The diagnostic criteria used to distinguish CEH from the other types of headaches are based on low to moderate evidence and can be challenging due to their similar clinical presentations. Nevertheless, headache disorders are a common cause of disability and many patients undergoing surgery for DCR report headache. However, prior reports assessing headache in patients surgically treated for DCR are limited by small sample sizes, inconsistent inclusion criteria and outcome measures. Consequently, there is limited understanding about the frequency of DCR associated headache and whether these patients experience meaningful improvements in their headache following surgical treatment.
The aims of this study are to assess 1) the frequency of DCR associated headache in patients operated for DCR, 2) the minimal clinical important change for NRS headache 3) if DCR associated headache is an independent prognostic factor for neck pain-related disability and 4) if patients experience improvement in their headache 12 months after surgery for DCR.
Hypothesis:
Our null hypothesis is that DCR patients with and without concomitant headache have similar outcomes after surgery. Our alternative hypothesis is that concomitant headache is a negative predictor for a favourable outcome of DCR surgery, i.e. an effect size less than the MCIC value for improvement.
Data source:
The project will use prospectively collected data from the Norwegian Registry for Spine Surgery (NORspine). The NORspine is a comprehensive national clinical registry, with a capture rate of patients operated for DCR of 75% from 2021 and a response rate at 12 months follow-up of 80% in 2022. The coverage rate at the institutional level is 95-100%.
Analyses and reporting will be conducted according to the methodology proposed by PROGRESS (prognosis research strategy) framework, and reported according to the STROBE (strengthening the reporting of observational studies in epidemiology) statement.
Data collection:
Demographic variables, smoking, educational level, duration of symptoms, status on sick leave, working and disability status are collected at admission (baseline). Comorbidity, diagnosis, treatment as well as perioperative complications are recorded by surgeons. Patient reported outcome measures (PROMs) are recorded at admission (baseline) and 3- and 12 months follow-up time) after surgery.
Statistical analyses:
The invastigators will select patients with both headache and neck pain assessed with the NRS to assess the frequency of DCR associated headache.
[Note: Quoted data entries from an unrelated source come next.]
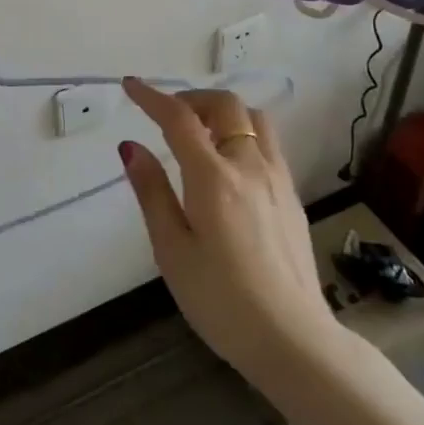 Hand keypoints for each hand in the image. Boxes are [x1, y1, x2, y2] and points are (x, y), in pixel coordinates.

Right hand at [119, 79, 345, 387]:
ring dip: (223, 112)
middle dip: (192, 98)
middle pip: (225, 105)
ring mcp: (277, 179)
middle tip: (167, 115)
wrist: (293, 339)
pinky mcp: (292, 196)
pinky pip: (268, 144)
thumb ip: (152, 192)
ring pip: (255, 119)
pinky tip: (229, 164)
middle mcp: (250, 166)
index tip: (131, 85)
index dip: (152, 97)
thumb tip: (130, 147)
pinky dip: (243, 133)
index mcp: (213, 178)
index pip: (179, 119)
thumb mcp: (172, 250)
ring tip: (200, 133)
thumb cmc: (220, 300)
To determine the MCIC of DCR associated headache the invastigators will use the global perceived effect (GPE) scale as the external criterion (anchor). The invastigators will assess the mean NRS headache score at 12 months, change score between baseline and 12 months follow-up and the corresponding percentage change score. A cut-off value for the NRS headache MCIC will be obtained by assessing values of sensitivity and specificity receiver operating curve (ROC).
Univariable and multivariable analyses will be used to evaluate if NRS headache is a potential prognostic factor against the NDI (35% improvement (yes/no) using binary logistic regression, adjusted for a priori selection of confounding factors. A p-value of <0.05 will be considered statistically significant.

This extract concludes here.